The Associated Press April 26, 2011, 8:19AM ET

Neb. nutritionists blame economy for food deserts

Supporters of a Nebraska bill intended to increase access to healthy, affordable food argued Monday that the global recession had worsened the problem.

Health advocates and nutritionists said shortages of healthy food options have plagued low-income areas of Omaha and parts of rural Nebraska for years.

University of Nebraska Lincoln nutrition specialist Wanda Koszewski said recent rising gas prices have limited the distances families can travel for healthy offerings. She said business closures and tighter family budgets have contributed as well, forcing some shoppers to choose cheaper but less healthy food.

"Parents sometimes have to make tough decisions in today's economy, where you have to look at nutrition versus price," Koszewski said. "It's not that they want feed them unhealthy food. It's that they have to choose between food, or no food."

Omaha Sen. Brenda Council has introduced legislation this session that would offer tax credits and encourage private funding for grocery stores, farmers markets and community gardens that serve low-access areas. An amendment to her bill, scheduled for second-round debate this week, would reduce the total available tax credit each year to $200,000, down from the $350,000 she had proposed.

Council has argued that her legislation would extend more healthy eating options to both urban and rural regions in so-called "food deserts" that lack easy access.

Critics worry the bill could create unintended consequences for established grocery stores, which operate in a highly competitive industry with slim margins. In earlier debate, some lawmakers said market forces would create healthy food options for customers if a demand existed.

Kathy Siefken, executive director of the Nebraska Grocery Industry Association, said shoppers in Omaha have to travel no further than three miles anywhere to reach a full-service grocery store.

Siefken said her group was neutral on the bill because its membership was split. But she said government support for programs in convenience stores or other small grocery operations could draw business away from more sustainable businesses.

"Frankly, when you're working on a 1 or 2 percent margin, it doesn't take much" to kill a business, Siefken said. "If the government comes in with a program that gives free money to a competitor, and that pulls sales away from existing stores, don't you put those stores in jeopardy?"

Thirteen percent of the nation's 3,143 counties qualified as food deserts a decade ago, with most of them in a band of rural areas stretching from Montana to North Dakota and then south to West Texas, according to a 2007 study done by Morton and Troy Blanchard, a Louisiana State University sociology professor.

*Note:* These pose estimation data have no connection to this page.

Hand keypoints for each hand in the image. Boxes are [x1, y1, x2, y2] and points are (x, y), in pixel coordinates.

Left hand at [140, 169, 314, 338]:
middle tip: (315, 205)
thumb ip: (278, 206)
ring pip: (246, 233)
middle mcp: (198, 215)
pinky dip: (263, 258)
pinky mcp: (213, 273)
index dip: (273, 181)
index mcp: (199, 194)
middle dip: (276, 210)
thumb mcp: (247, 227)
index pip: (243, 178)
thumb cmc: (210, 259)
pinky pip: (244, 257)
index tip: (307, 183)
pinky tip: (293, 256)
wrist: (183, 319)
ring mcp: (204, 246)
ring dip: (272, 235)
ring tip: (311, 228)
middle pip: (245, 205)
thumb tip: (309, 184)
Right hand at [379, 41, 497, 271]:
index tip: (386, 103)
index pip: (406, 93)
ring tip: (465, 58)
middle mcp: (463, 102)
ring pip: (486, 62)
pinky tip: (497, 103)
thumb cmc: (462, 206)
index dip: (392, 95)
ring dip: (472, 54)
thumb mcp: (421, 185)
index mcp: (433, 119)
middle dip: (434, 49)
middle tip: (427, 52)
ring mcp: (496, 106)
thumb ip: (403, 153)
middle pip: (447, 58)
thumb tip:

In Cody, Neb., a town of 132 where the grocery store closed 10 years ago, community leaders got a $75,000 federal grant in 2009 to buy equipment and train high school students to run a grocery as a nonprofit. One quarter of the population is over 65 and half the school district's kids are on free or reduced lunch.

Studies have shown that childhood obesity more often affects children from low-income families. The higher cost of fresh produce and other healthful foods often creates a barrier for poorer families that erodes as income increases, according to the American Heart Association. The group's report pointed to established connections between a higher density of healthy food outlets and a lower mean body mass index and a lower prevalence of overweight adults.

Brian Krannawitter, an American Heart Association lobbyist, said the measure could increase healthful options in areas that need it most.

Roughly 2.3 million U.S. households live more than a mile from a supermarket and have no access to a vehicle, according to the U.S. Department of Agriculture. Another 3.4 million live between one-half mile and 1 mile with no vehicle access.